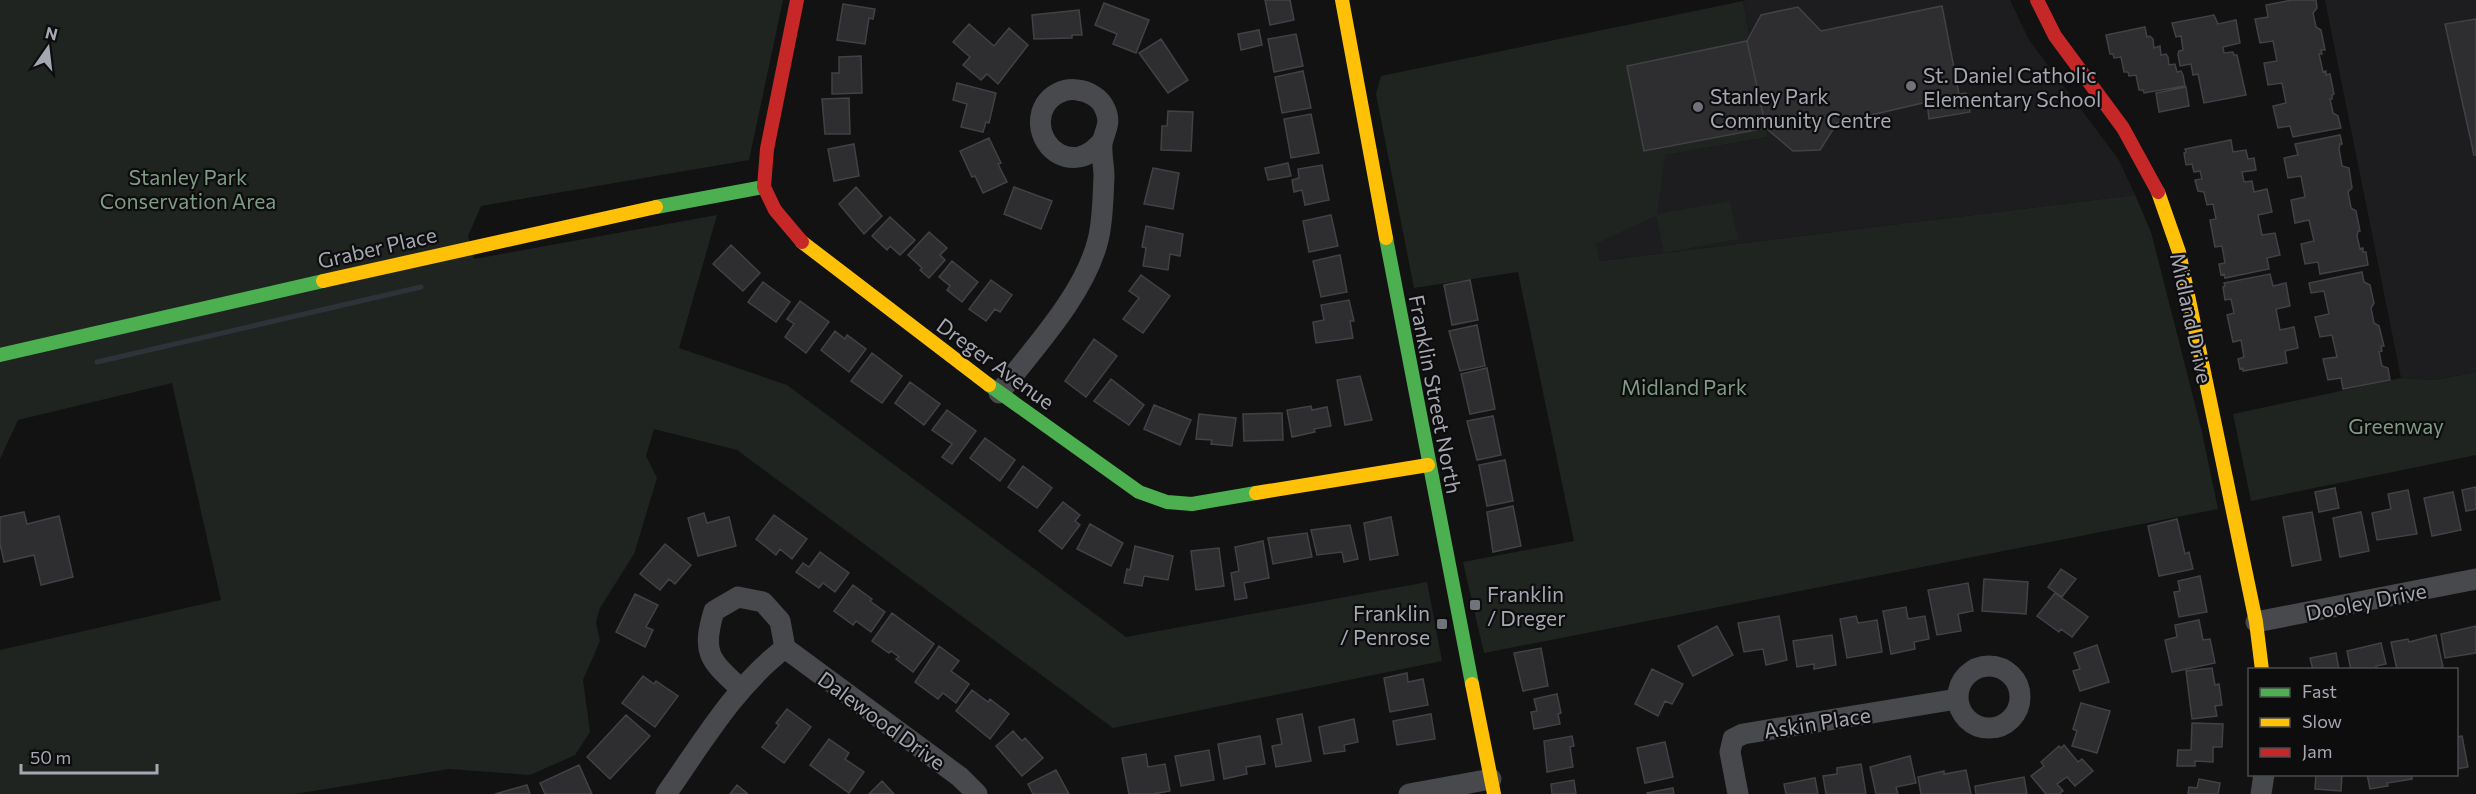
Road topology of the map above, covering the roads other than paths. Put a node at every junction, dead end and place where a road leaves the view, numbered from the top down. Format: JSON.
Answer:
{"nodes":[{"id":1,"x":797,"y":0,"type":"edge"},
{"id":2,"x":1342,"y":0,"type":"edge"},
{"id":3,"x":2037,"y":0,"type":"edge"},
{"id":4,"x":1102,"y":142,"type":"dead end"},
{"id":5,"x":764,"y":187,"type":"junction"},
{"id":6,"x":0,"y":355,"type":"edge"},
{"id":7,"x":999,"y":393,"type":"junction"},
{"id":8,"x":1428,"y":465,"type":"junction"},
{"id":9,"x":2476,"y":579,"type":"edge"},
{"id":10,"x":2256,"y":622,"type":"junction"},
{"id":11,"x":785,"y":648,"type":"junction"},
{"id":12,"x":2262,"y":668,"type":"edge"},
{"id":13,"x":741,"y":689,"type":"junction"},
{"id":14,"x":1957,"y":699,"type":"dead end"},
{"id":15,"x":2264,"y":776,"type":"edge"},
{"id":16,"x":1492,"y":786,"type":"edge"},
{"id":17,"x":666,"y":794,"type":"edge"},
{"id":18,"x":977,"y":794,"type":"edge"},
{"id":19,"x":1409,"y":794,"type":"edge"},
{"id":20,"x":1738,"y":794,"type":"edge"},
{"id":21,"x":2261,"y":794,"type":"edge"}],
"edges":[{"from":1,"to":5,"type":"street"},
{"from":2,"to":8,"type":"street","name":"Franklin Street North"},
{"from":3,"to":10,"type":"street","name":"Midland Drive"},
{"from":4,"to":7,"type":"street"},
{"from":5,"to":6,"type":"street","name":"Graber Place"},
{"from":5,"to":7,"type":"street","name":"Dreger Avenue"},
{"from":7,"to":8,"type":"street","name":"Dreger Avenue"},
{"from":8,"to":16,"type":"street","name":"Franklin Street North"},
{"from":9,"to":10,"type":"street","name":"Dooley Drive"},
{"from":10,"to":12,"type":"street","name":"Midland Drive"},
{"from":11,"to":13,"type":"street"},
{"from":11,"to":13,"type":"street"},
{"from":11,"to":18,"type":"street","name":"Dalewood Drive"},
{"from":13,"to":17,"type":"street"},
{"from":14,"to":20,"type":"street","name":"Askin Place"},
{"from":15,"to":21,"type":"street"},
{"from":16,"to":19,"type":"street"}]}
※ ※ ※
Description of the task
Copy all records exactly; omit images.

Solution
Road topology of the map above, covering the roads other than paths. Put a node at every junction, dead end and place where a road leaves the view, numbered from the top down. Format: JSON.
Answer:
{"nodes":[{"id":1,"x":797,"y":0,"type":"edge"},
{"id":2,"x":1342,"y":0,"type":"edge"},
{"id":3,"x":2037,"y":0,"type":"edge"},
{"id":4,"x":1102,"y":142,"type":"dead end"},
{"id":5,"x":764,"y":187,"type":"junction"},
{"id":6,"x":0,"y":355,"type":"edge"},
{"id":7,"x":999,"y":393,"type":"junction"},
{"id":8,"x":1428,"y":465,"type":"junction"},
{"id":9,"x":2476,"y":579,"type":"edge"},
{"id":10,"x":2256,"y":622,"type":"junction"},
{"id":11,"x":785,"y":648,"type":"junction"},
{"id":12,"x":2262,"y":668,"type":"edge"},
{"id":13,"x":741,"y":689,"type":"junction"},
{"id":14,"x":1957,"y":699,"type":"dead end"},
{"id":15,"x":2264,"y":776,"type":"edge"},
{"id":16,"x":1492,"y":786,"type":"edge"},
{"id":17,"x":666,"y":794,"type":"edge"},
{"id":18,"x":977,"y":794,"type":"edge"},
{"id":19,"x":1409,"y":794,"type":"edge"},
{"id":20,"x":1738,"y":794,"type":"edge"},
{"id":21,"x":2261,"y":794,"type":"edge"}],
"edges":[{"from":1,"to":5,"type":"street"},
{"from":2,"to":8,"type":"street","name":"Franklin Street North"},
{"from":3,"to":10,"type":"street","name":"Midland Drive"},
{"from":4,"to":7,"type":"street"},
{"from":5,"to":6,"type":"street","name":"Graber Place"},
{"from":5,"to":7,"type":"street","name":"Dreger Avenue"},
{"from":7,"to":8,"type":"street","name":"Dreger Avenue"},
{"from":8,"to":16,"type":"street","name":"Franklin Street North"},
{"from":9,"to":10,"type":"street","name":"Dooley Drive"},
{"from":10,"to":12,"type":"street","name":"Midland Drive"},
{"from":11,"to":13,"type":"street"},
{"from":11,"to":13,"type":"street"},
{"from":11,"to":18,"type":"street","name":"Dalewood Drive"},
{"from":13,"to":17,"type":"street"},
{"from":14,"to":20,"type":"street","name":"Askin Place"},
{"from":15,"to":21,"type":"street"},
{"from":16,"to":19,"type":"street"}]}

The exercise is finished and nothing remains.